Kids Like Us by Hilary Reyl is a gorgeous story set in France about bookworms, French bakeries, and autism. There was so much to love while reading it and it was super easy to be immersed in the detailed setting, so it wasn’t like reading a book — more like living in it. Plus the narrator, Martin, is an utter book lover and how relatable is that?!
The story is about Martin who’s living abroad in France for a while as his mother directs a film. He’s supposed to go to school and just enjoy the culture and life there, but things are complicated since change is very hard for him. Martin’s on the autism spectrum and his greatest focus in life is a super old book that he’s obsessed with. Even when he attends the local high school, he meets a girl who he thinks is straight out of his novel…although of course she isn’t so this is a bit of a problem. It’s a story of accepting differences and realising there’s no “one way” to exist and lead a good life.
I really enjoyed the French setting! I’ve always wanted to see France (Paris specifically) for no really good reason, just shh, I’d like to go. The book totally captures the magic of a small French town, with bakeries and gardens and little cottages. I also believe the author has lived in France, so you could really see the authenticity shining through in the writing.
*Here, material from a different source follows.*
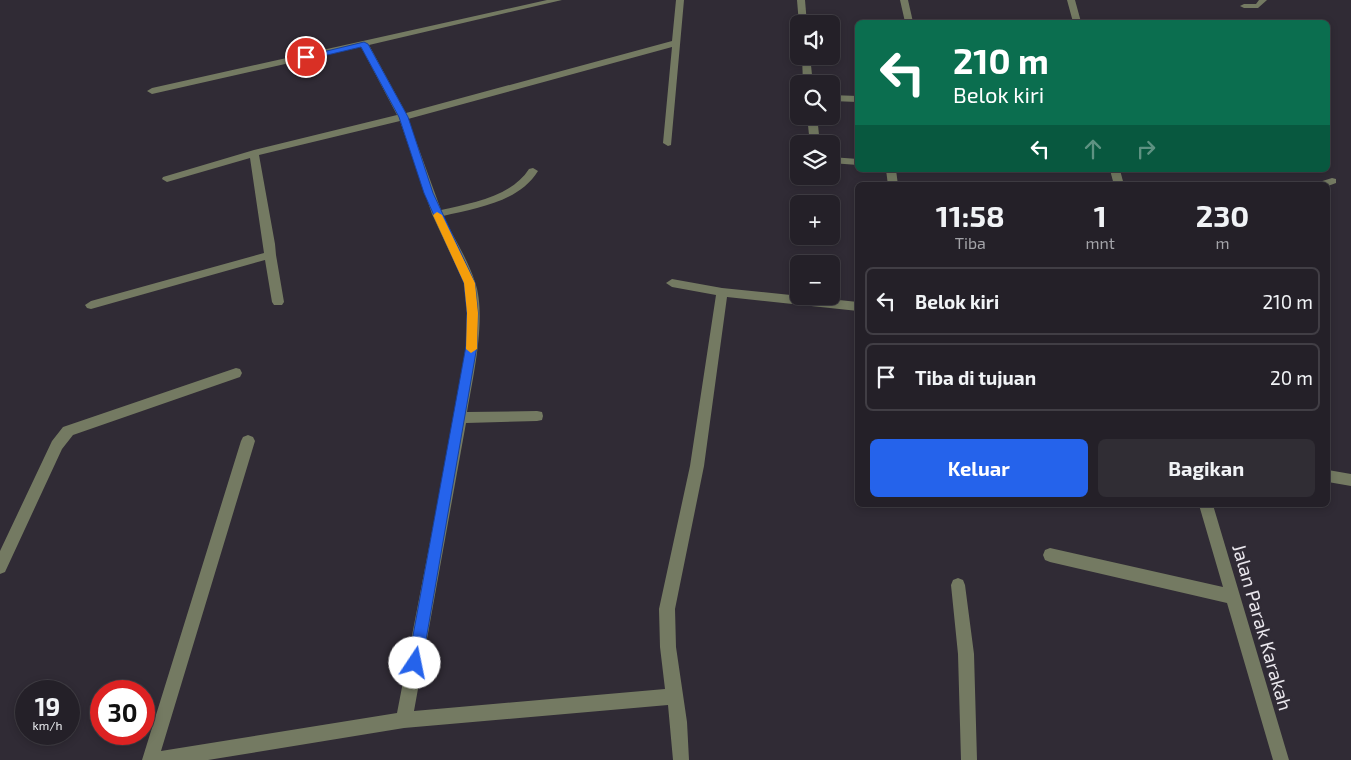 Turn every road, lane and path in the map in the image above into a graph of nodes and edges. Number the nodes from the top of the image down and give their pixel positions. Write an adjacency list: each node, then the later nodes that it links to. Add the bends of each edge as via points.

Plus it actually delved into talking about the differences in learning to speak “classroom French” to actually being out and about with local people and discovering the slang and mannerisms.
Martin is a fantastically admirable and relatable character. He’s adorable and winning and extremely thoughtful, and, bonus! He loves to cook! He enjoyed preparing complex meals with lots of different ingredients and one of his top favourite things was staring into the bakery windows at the delicately made madeleine cakes. So so with you there, Martin. I would like 1 or 9 of them too. And the foodie descriptions?! There was all this rhubarb jam and croissants! Actually I take it all back. This is a huge problem. I ended the book so hungry!
I did love his infatuation with this old French book, In Search of Lost Time, although when he started to make references to it, I got a bit lost since I hadn’t read the book. But the bookworm love really shines through, and what’s more relatable to us readers, right?!
I also appreciated the autism representation! It was really accurately written and lovingly done. Stereotypes weren’t misused and Martin was complex and deep and really leapt off the page. Plus I loved the inclusion of echolalia, which is a common autism trait but not one I’ve ever seen in books until now. This book wasn’t interested in writing a caricature or making fun of any aspects of autism — it was so respectfully done.
Kids Like Us is a fantastic and beautifully told story that explores autism and what it is to accept yourself. Definite must read!